WORK REQUEST:
Determine which lines of the records include the word "paths", and copy them.

======== THE DATA

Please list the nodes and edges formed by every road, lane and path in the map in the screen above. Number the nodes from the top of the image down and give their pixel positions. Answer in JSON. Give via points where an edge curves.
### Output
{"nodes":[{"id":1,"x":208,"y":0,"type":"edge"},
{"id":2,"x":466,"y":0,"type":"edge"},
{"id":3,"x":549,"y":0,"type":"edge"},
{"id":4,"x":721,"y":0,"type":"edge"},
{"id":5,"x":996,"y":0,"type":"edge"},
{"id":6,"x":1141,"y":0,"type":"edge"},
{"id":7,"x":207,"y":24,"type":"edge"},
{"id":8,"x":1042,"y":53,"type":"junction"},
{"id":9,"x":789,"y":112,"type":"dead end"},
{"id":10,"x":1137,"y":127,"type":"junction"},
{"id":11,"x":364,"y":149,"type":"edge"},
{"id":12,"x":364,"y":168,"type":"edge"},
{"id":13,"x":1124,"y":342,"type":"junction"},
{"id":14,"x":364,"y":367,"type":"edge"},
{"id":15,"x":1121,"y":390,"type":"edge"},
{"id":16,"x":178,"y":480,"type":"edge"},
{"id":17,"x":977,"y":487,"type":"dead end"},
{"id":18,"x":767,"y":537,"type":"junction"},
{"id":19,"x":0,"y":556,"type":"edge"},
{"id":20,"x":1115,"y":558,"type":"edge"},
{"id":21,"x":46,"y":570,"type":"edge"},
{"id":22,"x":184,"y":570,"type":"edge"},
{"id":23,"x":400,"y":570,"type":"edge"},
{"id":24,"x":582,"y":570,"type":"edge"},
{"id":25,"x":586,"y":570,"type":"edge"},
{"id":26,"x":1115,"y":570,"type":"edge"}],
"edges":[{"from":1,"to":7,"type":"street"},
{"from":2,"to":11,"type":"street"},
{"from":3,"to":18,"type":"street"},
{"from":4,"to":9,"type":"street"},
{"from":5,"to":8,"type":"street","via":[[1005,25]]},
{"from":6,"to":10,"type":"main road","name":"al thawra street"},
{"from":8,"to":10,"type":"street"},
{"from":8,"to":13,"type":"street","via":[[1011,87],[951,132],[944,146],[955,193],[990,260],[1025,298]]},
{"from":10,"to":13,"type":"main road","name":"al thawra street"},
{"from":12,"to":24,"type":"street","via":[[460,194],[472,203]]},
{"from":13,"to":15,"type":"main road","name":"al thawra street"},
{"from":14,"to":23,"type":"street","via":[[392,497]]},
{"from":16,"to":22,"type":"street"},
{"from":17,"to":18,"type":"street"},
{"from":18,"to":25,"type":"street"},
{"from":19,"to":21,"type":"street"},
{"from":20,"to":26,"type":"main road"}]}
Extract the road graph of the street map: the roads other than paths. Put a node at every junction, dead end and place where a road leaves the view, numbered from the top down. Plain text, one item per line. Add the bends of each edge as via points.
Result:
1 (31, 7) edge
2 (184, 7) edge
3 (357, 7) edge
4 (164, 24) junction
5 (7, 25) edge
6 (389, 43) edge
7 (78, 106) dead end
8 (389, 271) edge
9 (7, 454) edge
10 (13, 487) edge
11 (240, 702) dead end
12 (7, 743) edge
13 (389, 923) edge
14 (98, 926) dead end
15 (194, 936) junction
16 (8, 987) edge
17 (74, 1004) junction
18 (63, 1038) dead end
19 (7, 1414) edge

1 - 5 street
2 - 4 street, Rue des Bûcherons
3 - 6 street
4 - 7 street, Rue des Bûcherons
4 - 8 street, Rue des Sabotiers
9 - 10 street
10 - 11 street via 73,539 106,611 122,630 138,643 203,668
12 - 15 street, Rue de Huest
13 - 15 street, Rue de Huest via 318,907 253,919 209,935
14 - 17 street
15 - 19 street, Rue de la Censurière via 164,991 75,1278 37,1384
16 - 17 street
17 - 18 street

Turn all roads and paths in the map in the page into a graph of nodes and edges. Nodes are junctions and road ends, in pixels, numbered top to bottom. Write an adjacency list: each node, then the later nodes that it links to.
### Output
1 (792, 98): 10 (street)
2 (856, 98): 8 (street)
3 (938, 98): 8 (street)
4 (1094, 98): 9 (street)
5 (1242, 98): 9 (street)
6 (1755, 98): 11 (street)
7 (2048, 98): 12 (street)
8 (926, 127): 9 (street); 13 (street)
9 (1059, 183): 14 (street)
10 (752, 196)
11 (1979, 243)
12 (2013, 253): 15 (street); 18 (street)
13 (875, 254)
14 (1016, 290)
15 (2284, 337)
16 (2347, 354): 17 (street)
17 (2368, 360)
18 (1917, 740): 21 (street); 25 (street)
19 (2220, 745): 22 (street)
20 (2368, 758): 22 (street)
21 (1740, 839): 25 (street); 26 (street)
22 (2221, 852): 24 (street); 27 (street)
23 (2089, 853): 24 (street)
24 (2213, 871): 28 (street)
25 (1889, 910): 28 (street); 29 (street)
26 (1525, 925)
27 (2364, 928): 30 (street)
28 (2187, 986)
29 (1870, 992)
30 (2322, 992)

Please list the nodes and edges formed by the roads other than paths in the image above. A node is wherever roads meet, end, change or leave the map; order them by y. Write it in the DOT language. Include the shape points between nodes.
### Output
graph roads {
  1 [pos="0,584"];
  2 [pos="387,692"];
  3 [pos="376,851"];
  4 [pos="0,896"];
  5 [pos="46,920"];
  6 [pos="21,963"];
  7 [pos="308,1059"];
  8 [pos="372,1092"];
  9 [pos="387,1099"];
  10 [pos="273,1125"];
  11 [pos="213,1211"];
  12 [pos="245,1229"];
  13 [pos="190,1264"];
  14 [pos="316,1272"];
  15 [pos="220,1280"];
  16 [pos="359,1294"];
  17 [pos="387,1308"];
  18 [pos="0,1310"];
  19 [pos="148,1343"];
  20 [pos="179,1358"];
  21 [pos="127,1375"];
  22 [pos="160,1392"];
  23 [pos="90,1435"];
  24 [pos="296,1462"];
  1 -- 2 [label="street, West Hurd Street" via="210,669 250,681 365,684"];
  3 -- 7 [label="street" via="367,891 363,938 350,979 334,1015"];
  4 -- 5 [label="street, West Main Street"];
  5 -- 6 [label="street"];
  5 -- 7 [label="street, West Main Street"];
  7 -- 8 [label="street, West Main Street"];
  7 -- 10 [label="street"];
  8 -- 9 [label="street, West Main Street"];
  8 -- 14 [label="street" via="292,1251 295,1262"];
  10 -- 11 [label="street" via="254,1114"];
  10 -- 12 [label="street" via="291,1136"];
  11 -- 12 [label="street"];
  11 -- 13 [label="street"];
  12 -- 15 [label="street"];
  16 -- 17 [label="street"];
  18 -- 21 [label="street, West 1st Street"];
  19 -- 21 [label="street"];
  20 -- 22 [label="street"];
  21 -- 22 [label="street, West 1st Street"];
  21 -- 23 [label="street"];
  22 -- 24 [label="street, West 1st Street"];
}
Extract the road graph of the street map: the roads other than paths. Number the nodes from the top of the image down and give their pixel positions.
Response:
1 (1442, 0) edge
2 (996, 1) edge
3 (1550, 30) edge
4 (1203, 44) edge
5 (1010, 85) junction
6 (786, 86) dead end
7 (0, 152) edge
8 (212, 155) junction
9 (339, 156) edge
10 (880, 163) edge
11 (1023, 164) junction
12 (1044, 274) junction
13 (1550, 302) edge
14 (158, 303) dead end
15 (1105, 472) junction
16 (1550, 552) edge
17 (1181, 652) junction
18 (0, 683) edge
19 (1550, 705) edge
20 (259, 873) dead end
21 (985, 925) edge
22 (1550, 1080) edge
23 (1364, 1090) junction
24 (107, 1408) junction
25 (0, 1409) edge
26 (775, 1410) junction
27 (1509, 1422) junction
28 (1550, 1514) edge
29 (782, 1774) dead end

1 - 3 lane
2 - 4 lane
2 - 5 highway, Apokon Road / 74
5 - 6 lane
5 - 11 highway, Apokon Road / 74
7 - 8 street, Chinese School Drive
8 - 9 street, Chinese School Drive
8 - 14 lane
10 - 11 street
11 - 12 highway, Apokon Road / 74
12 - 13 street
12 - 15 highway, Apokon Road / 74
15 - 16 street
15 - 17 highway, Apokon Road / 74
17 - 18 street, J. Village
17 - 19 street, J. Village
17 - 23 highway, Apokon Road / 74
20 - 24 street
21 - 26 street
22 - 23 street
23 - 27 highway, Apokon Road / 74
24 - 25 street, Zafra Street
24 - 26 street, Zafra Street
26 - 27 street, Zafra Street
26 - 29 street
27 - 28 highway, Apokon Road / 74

================

RESPONSE:
Extract the road graph of the street map: the roads other than paths. Put a node at every junction, dead end and place where a road leaves the view, numbered from the top down. Plain text, one item per line. Add the bends of each edge as via points.
Turn all roads and paths in the map in the page into a graph of nodes and edges. Nodes are junctions and road ends, in pixels, numbered top to bottom. Write an adjacency list: each node, then the later nodes that it links to.
Please list the nodes and edges formed by the roads other than paths in the image above. A node is wherever roads meet, end, change or leave the map; order them by y. Write it in the DOT language. Include the shape points between nodes.
Extract the road graph of the street map: the roads other than paths. Number the nodes from the top of the image down and give their pixel positions.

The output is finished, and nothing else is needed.